Las lágrimas corrían por su rostro.
—Yo solo quería proteger a mis hijos.
La habitación quedó en silencio absoluto.
Entonces Sebastián hizo algo que jamás imaginé.
Se acercó lentamente a ella.
Sin miedo.
Sin odio.
Solo tristeza.
—Mamá… mírame.
Ella comenzó a temblar aún más.
Sebastián continuó caminando.
—Todo terminó.
Doña Verónica rompió en llanto.
El arma cayó al suelo.
Y en ese instante Emiliano corrió para abrazarla antes de que se desplomara.
La policía llegó minutos después.
Doña Verónica confesó todo.
El desvío de dinero.
El accidente.
Las amenazas.
Y también confesó algo que nos dejó completamente destruidos.
Nunca quiso matar a Sebastián.
Solo quería asustarlo para obligarlo a renunciar a la empresa.
Pero el accidente terminó siendo mucho peor de lo que había planeado.
Semanas después, la mansión Valdés quedó vacía.
Los periódicos mexicanos hablaron del escándalo durante meses.
Muchos socios abandonaron la empresa.
Otros intentaron destruirla.
Pero Sebastián tomó el control oficialmente.
Y para sorpresa de todos… nombró a Emiliano vicepresidente del grupo.
Cuando le pregunté por qué lo hacía, él respondió:
—Porque estoy cansado de que esta familia siga destruyéndose sola.
Poco a poco, todo empezó a cambiar.
Mi padre se recuperó completamente.
Sebastián dejó para siempre la silla de ruedas.
Y aunque durante mucho tiempo seguimos sintiéndonos como dos desconocidos viviendo bajo el mismo techo… algo comenzó a crecer entre nosotros.
Algo real.
Una noche, varios meses después, regresamos a Cancún para cerrar un acuerdo empresarial.
El mismo hotel de la fotografía.
Yo observaba el mar desde el balcón cuando sentí sus brazos rodeándome lentamente por detrás.
Esta vez no había secretos.
No había mentiras.
Sebastián apoyó la barbilla sobre mi hombro.
—Todavía puedes irte si quieres.
Yo sonreí levemente.
—Ya no estoy aquí por el dinero.
Él guardó silencio unos segundos.
Luego giré lentamente hacia él.
Por primera vez desde nuestra boda, lo vi completamente libre.
Sin miedo.
Sin máscaras.
Sin aquella tristeza oscura en los ojos.
Sebastián acarició mi rostro con suavidad.
—Gracias por quedarte incluso después de descubrir quién era realmente.
Yo negué lentamente.
—No.
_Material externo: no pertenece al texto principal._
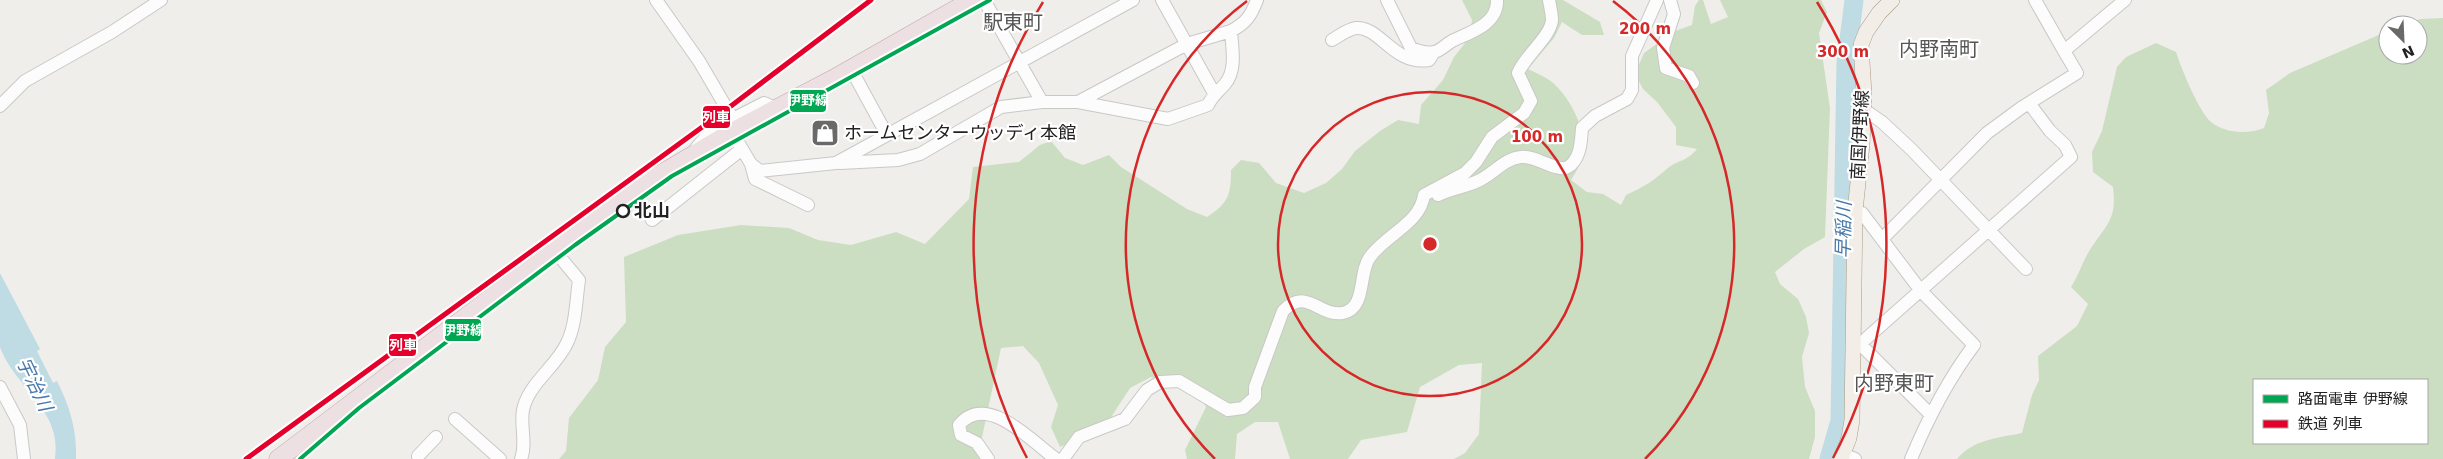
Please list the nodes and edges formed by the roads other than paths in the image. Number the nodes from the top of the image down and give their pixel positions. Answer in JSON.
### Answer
{"nodes":[{"id":1,"x":161,"y":0,"type":"edge"},
{"id":2,"x":656,"y":0,"type":"edge"},
{"id":3,"x":972,"y":0,"type":"edge"},
{"id":4,"x":984,"y":0,"type":"edge"},
{"id":5,"x":1133,"y":0,"type":"edge"},
{"id":6,"x":1162,"y":0,"type":"edge"},
{"id":7,"x":1257,"y":0,"type":"edge"},
{"id":8,"x":1387,"y":0,"type":"edge"},
{"id":9,"x":1497,"y":0,"type":"edge"},
{"id":10,"x":1549,"y":0,"type":"edge"},
{"id":11,"x":1657,"y":0,"type":"edge"},
{"id":12,"x":1670,"y":0,"type":"edge"},
{"id":13,"x":1892,"y":0,"type":"edge"},
{"id":14,"x":2035,"y":0,"type":"edge"},
{"id":15,"x":2125,"y":0,"type":"edge"},
{"id":16,"x":1231,"y":31,"type":"junction"},
{"id":17,"x":1332,"y":40,"type":"dead end"},
{"id":18,"x":1187,"y":44,"type":"junction"},
{"id":19,"x":2064,"y":51,"type":"junction"},
{"id":20,"x":1434,"y":52,"type":"junction"},
{"id":21,"x":1020,"y":62,"type":"junction"},
{"id":22,"x":851,"y":69,"type":"junction"},
{"id":23,"x":1693,"y":83,"type":"dead end"},
{"id":24,"x":1214,"y":93,"type":"junction"},
{"id":25,"x":1042,"y":102,"type":"junction"},
{"id":26,"x":1078,"y":102,"type":"junction"},
{"id":27,"x":2029,"y":103,"type":"junction"},
{"id":28,"x":0,"y":106,"type":"edge"},
{"id":29,"x":1863,"y":109,"type":"junction"},
{"id":30,"x":732,"y":125,"type":"junction"},
{"id":31,"x":887,"y":135,"type":"junction"},
{"id":32,"x":742,"y":149,"type":"junction"},
{"id":33,"x":836,"y":163,"type":"junction"},
{"id":34,"x":751,"y":164,"type":"junction"},
{"id":35,"x":1940,"y":180,"type":"junction"},
{"id":36,"x":808,"y":205,"type":"dead end"},
{"id":37,"x":1422,"y":207,"type":"junction"},
{"id":38,"x":1855,"y":211,"type":"junction"},
{"id":39,"x":652,"y":220,"type":"dead end"},
{"id":40,"x":1989,"y":230,"type":"junction"},
{"id":41,"x":1882,"y":239,"type":"junction"},
{"id":42,"x":554,"y":250,"type":"junction"},
{"id":43,"x":2026,"y":269,"type":"dead end"},
{"id":44,"x":1921,"y":291,"type":"junction"},
{"id":45,"x":1857,"y":344,"type":"junction"},
{"id":46,"x":0,"y":387,"type":"edge"},
{"id":47,"x":1930,"y":414,"type":"junction"},
{"id":48,"x":455,"y":419,"type":"dead end"},
{"id":49,"x":436,"y":437,"type":"dead end"},
{"id":50,"x":418,"y":455,"type":"edge"},
{"id":51,"x":1846,"y":457,"type":"edge"},
{"id":52,"x":24,"y":459,"type":"edge"},
{"id":53,"x":278,"y":459,"type":"edge"},
{"id":54,"x":500,"y":459,"type":"edge"},
{"id":55,"x":521,"y":459,"type":"edge"},
{"id":56,"x":988,"y":459,"type":"edge"},
{"id":57,"x":1056,"y":459,"type":"edge"},
{"id":58,"x":1063,"y":459,"type":"edge"},
{"id":59,"x":1911,"y":459,"type":"edge"}],
"edges":[{"from":1,"to":28,"type":"street"},
{"from":2,"to":30,"type":"street"},
{"from":3,"to":22,"type":"highway"},
{"from":4,"to":21,"type":"street"},
{"from":5,"to":21,"type":"street"},
{"from":6,"to":18,"type":"street"},
{"from":7,"to":16,"type":"street"},
{"from":8,"to":20,"type":"street"},
{"from":9,"to":20,"type":"street"},
{"from":10,"to":37,"type":"street"},
{"from":11,"to":37,"type":"street"},
{"from":12,"to":23,"type":"street"},
{"from":13,"to":29,"type":"main road","name":"南国伊野線"},
{"from":14,"to":19,"type":"street"},
{"from":15,"to":19,"type":"street"},
{"from":16,"to":18,"type":"street"},
{"from":16,"to":24,"type":"street"},
{"from":17,"to":20,"type":"street"},
{"from":18,"to":24,"type":"street"},
{"from":18,"to":26,"type":"street"},
{"from":19,"to":27,"type":"street"},
{"from":21,"to":25,"type":"street"},
{"from":21,"to":31,"type":"street"},
{"from":22,"to":30,"type":"highway"},
{"from":22,"to":31,"type":"street"},
{"from":24,"to":26,"type":"street"},
{"from":25,"to":26,"type":"street"},
{"from":25,"to":33,"type":"street"},
{"from":27,"to":35,"type":"street"},
{"from":27,"to":40,"type":"street"},
{"from":29,"to":35,"type":"street"},
{"from":29,"to":38,"type":"main road","name":"南国伊野線"},
{"from":30,"to":32,"type":"street"},
{"from":30,"to":42,"type":"highway"},
{"from":31,"to":33,"type":"street"},
{"from":32,"to":34,"type":"street"},
{"from":32,"to":39,"type":"street"},
{"from":33,"to":34,"type":"street"},
{"from":34,"to":36,"type":"street"},
{"from":35,"to":40,"type":"street"},
{"from":35,"to":41,"type":"street"},
{"from":37,"to":58,"type":"street"},
{"from":38,"to":41,"type":"street"},
{"from":38,"to":45,"type":"main road","name":"南国伊野線"},
{"from":40,"to":43,"type":"street"},
{"from":40,"to":44,"type":"street"},
{"from":41,"to":44,"type":"street"},
{"from":42,"to":53,"type":"highway"},
{"from":42,"to":55,"type":"street"},
{"from":44,"to":45,"type":"street"},
{"from":44,"to":47,"type":"street"},
{"from":45,"to":47,"type":"street"},
{"from":45,"to":51,"type":"main road","name":"南国伊野線"},
{"from":46,"to":52,"type":"street"},
{"from":47,"to":59,"type":"street"},
{"from":48,"to":54,"type":"street"},
{"from":49,"to":50,"type":"street"},
{"from":56,"to":57,"type":"street"}]}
Gracias por mostrarme quién eres cuando ya no necesitabas fingir.
Entonces él sonrió.
Una sonrisa tranquila.
Real.
Y esa noche, mientras las luces de Cancún brillaban frente al mar, entendí algo que jamás había imaginado el día que firmé aquel contrato.
Yo había entrado a la familia Valdés pensando que estaba sacrificando mi vida.
Pero al final…
Los dos terminamos salvándonos mutuamente.